When the Meta-backed 2Africa submarine cable landed at Qua Iboe Beach in Akwa Ibom State on February 20, 2024, it quietly changed the shape of Nigeria’s internet infrastructure. For the first time, an international subsea cable landed on Nigerian soil outside Lagos, breaking a decades-long pattern that had funnelled almost all of the country’s global internet traffic through a single coastal city.
For Equinix, which facilitated the landing through MainOne Solutions by Equinix, the move marked the beginning of a broader plan to build a second digital anchor for Nigeria in the South-South region. The goal is to reduce the country’s heavy dependence on Lagos, improve resilience, lower latency and costs, and extend high-quality connectivity closer to where millions of users live and work.
Since the cable landing, MainOne has built out the infrastructure needed to turn raw subsea capacity into a functioning digital gateway. This includes a modular cable landing station in Akwa Ibom, about 250 kilometres of new terrestrial fibre linking the state to Rivers, expanded metro fibre networks in both states, and a new carrier-neutral data centre in Port Harcourt known as PR1. Together, these elements form an alternative entry and exit point for international internet traffic serving the South-South, South-East and beyond.

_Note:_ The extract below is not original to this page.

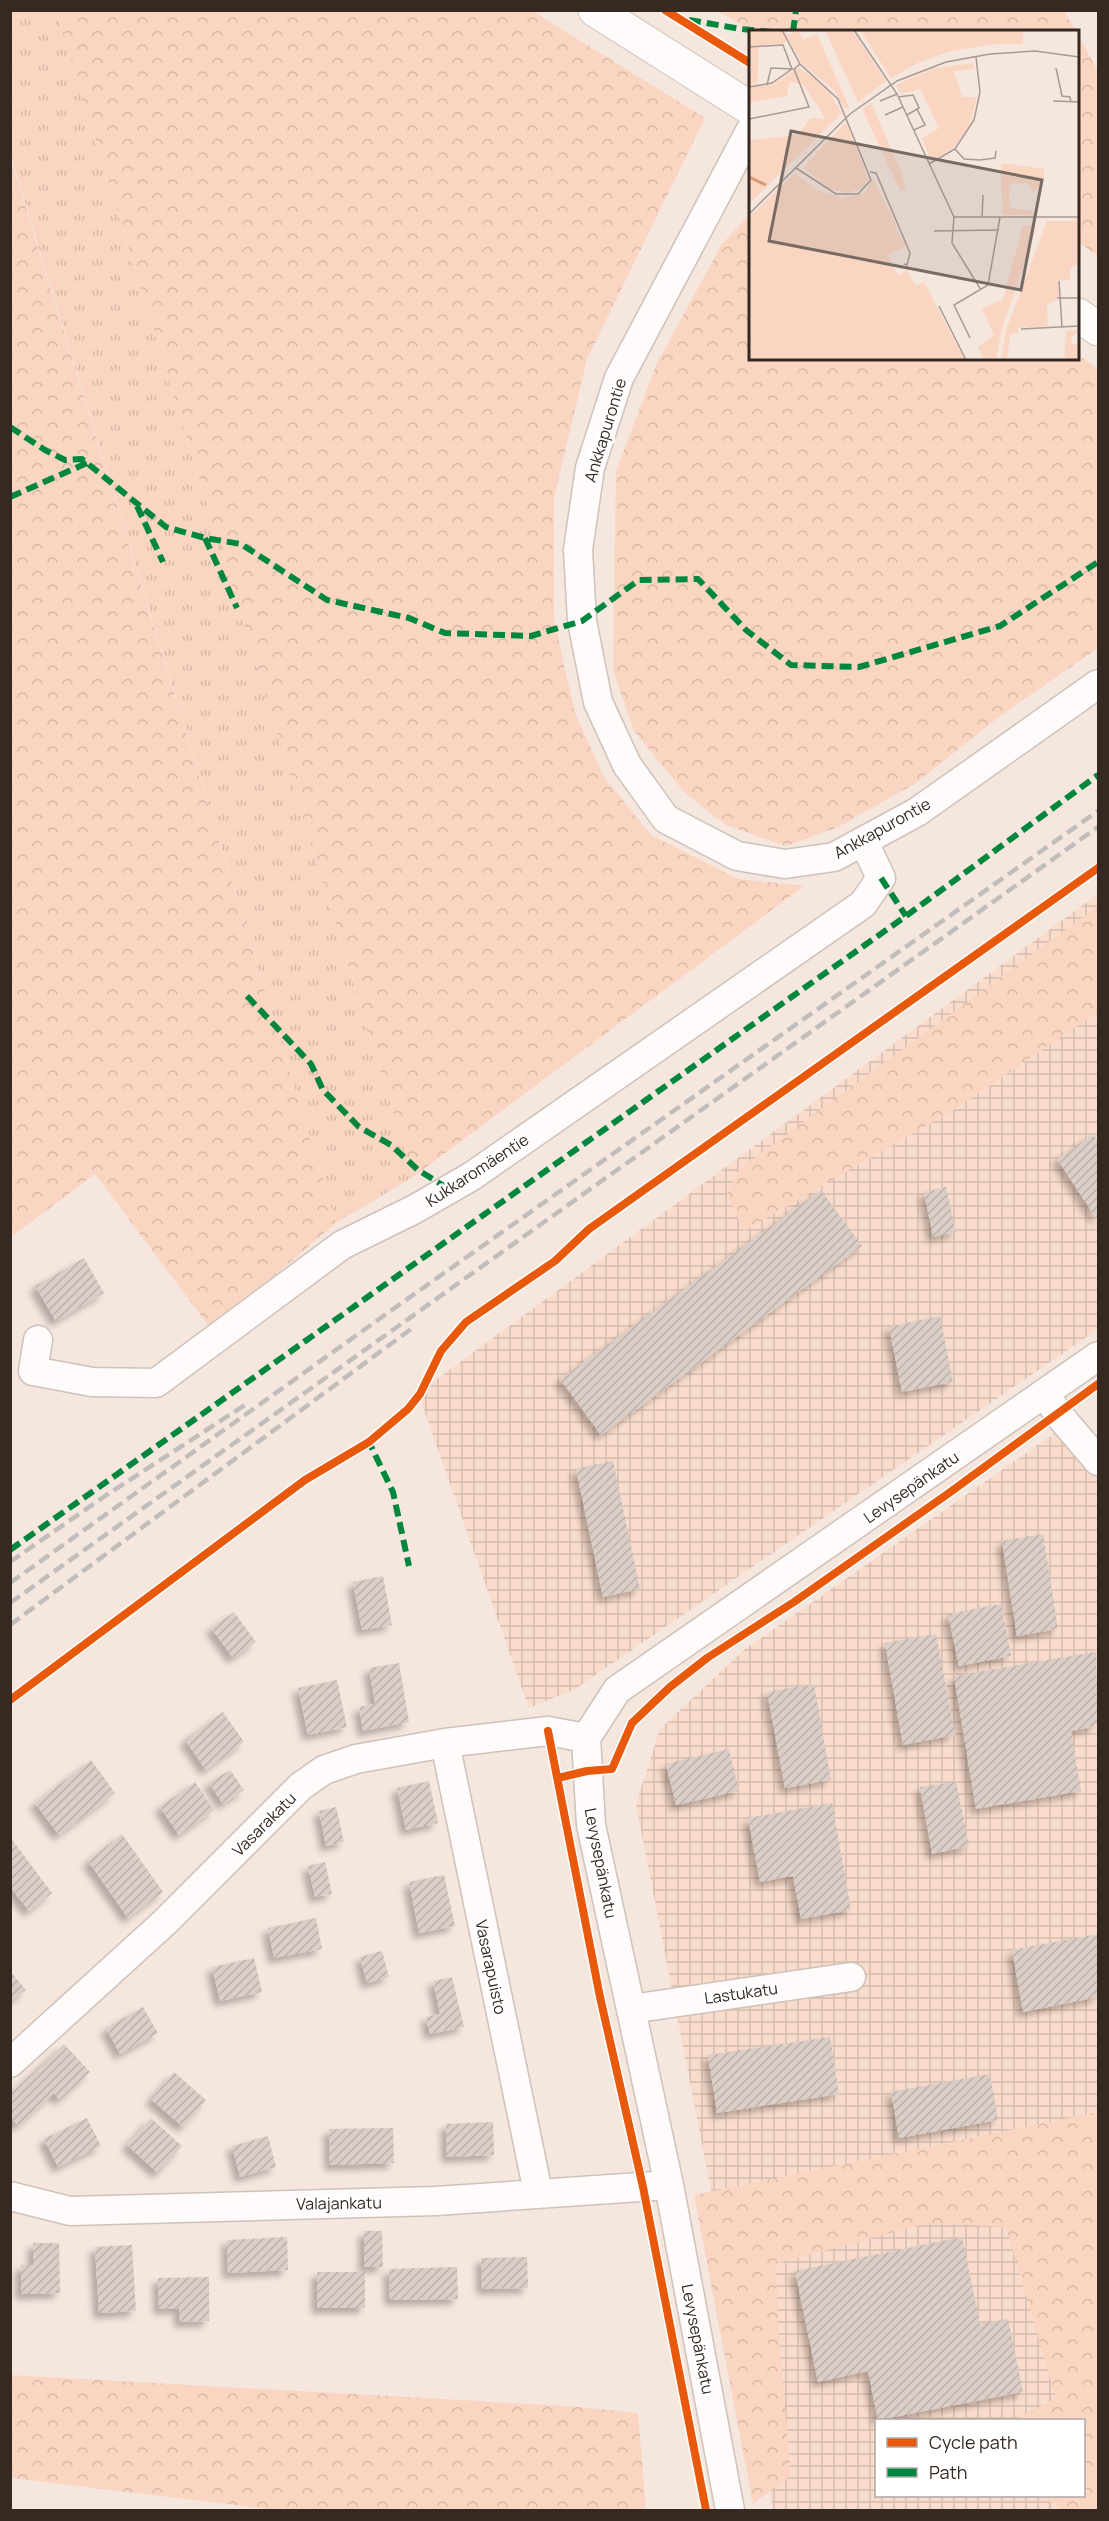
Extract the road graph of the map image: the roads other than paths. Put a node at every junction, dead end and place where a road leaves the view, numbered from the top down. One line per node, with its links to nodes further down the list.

Nigeria’s internet infrastructure has long suffered from overconcentration in Lagos. While clustering subsea cables there offered efficiencies, it also created a single point of failure. That risk became clear in March 2024 when an underwater landslide off the coast of Côte d’Ivoire damaged multiple major cables that follow similar seabed routes into Lagos, disrupting connectivity across West Africa. By establishing an independent landing outside Lagos, Equinix says it has diversified national risk and created a fallback pathway for critical communications.
Beyond resilience, the project also addresses performance issues. Traffic from cities like Port Harcourt has historically travelled to Lagos and often overseas before returning, creating unnecessary delays known as the “trombone effect.” By hosting connectivity, cloud services and interconnection closer to users, Equinix says latency drops noticeably, improving everyday internet experiences for businesses and consumers.
The 2Africa cable itself spans 45,000 kilometres and has a design capacity of up to 180 terabits per second, but Equinix does not own the cable. Its role is to provide the landing facilities, fibre backhaul and data centres that allow network operators, cloud providers and enterprises to access that capacity locally. Since acquiring MainOne in 2022, Equinix has become a central player in West Africa’s subsea and interconnection ecosystem.
PR1, the new Port Harcourt data centre, is already live and onboarding customers. Designed as an interconnection hub, it allows networks and content providers to exchange traffic locally, reducing reliance on Lagos-based infrastructure and cutting backhaul costs. This local interconnection also enables disaster recovery strategies, allowing businesses to mirror operations between Lagos and Port Harcourt.
Choosing Akwa Ibom came down to a mix of regulatory openness, population density and economic relevance. The South-South is home to tens of millions of people, major oil and gas operations, and a growing base of enterprises and digital consumers. However, building there was not without challenges. The subsea route crossed multiple oil and gas pipelines, and the terrestrial fibre passed through several states, requiring extensive coordination with regulators, security agencies and local authorities. Cable security remains an ongoing concern, given persistent issues with vandalism and theft.
Equinix argues that digital infrastructure should be treated as critical national infrastructure, given its role in banking, healthcare, education and commerce. By lowering costs, improving reliability and keeping traffic local, the company believes the South-South gateway can unlock broader economic benefits, from cloud adoption and fintech resilience to creative industries, telemedicine and online learning.
Globally, Equinix operates in more than 70 markets and positions itself as the connective tissue of the internet rather than a consumer-facing brand. In Nigeria, the South-South expansion fits into that wider strategy: shortening the physical distance data must travel, embedding connectivity within local economies, and ensuring the country stays online even when Lagos is disrupted.
Long defined by oil and gas, the South-South is now being positioned as something more—a second digital anchor that balances Lagos and supports Nigeria’s growing connectivity ambitions.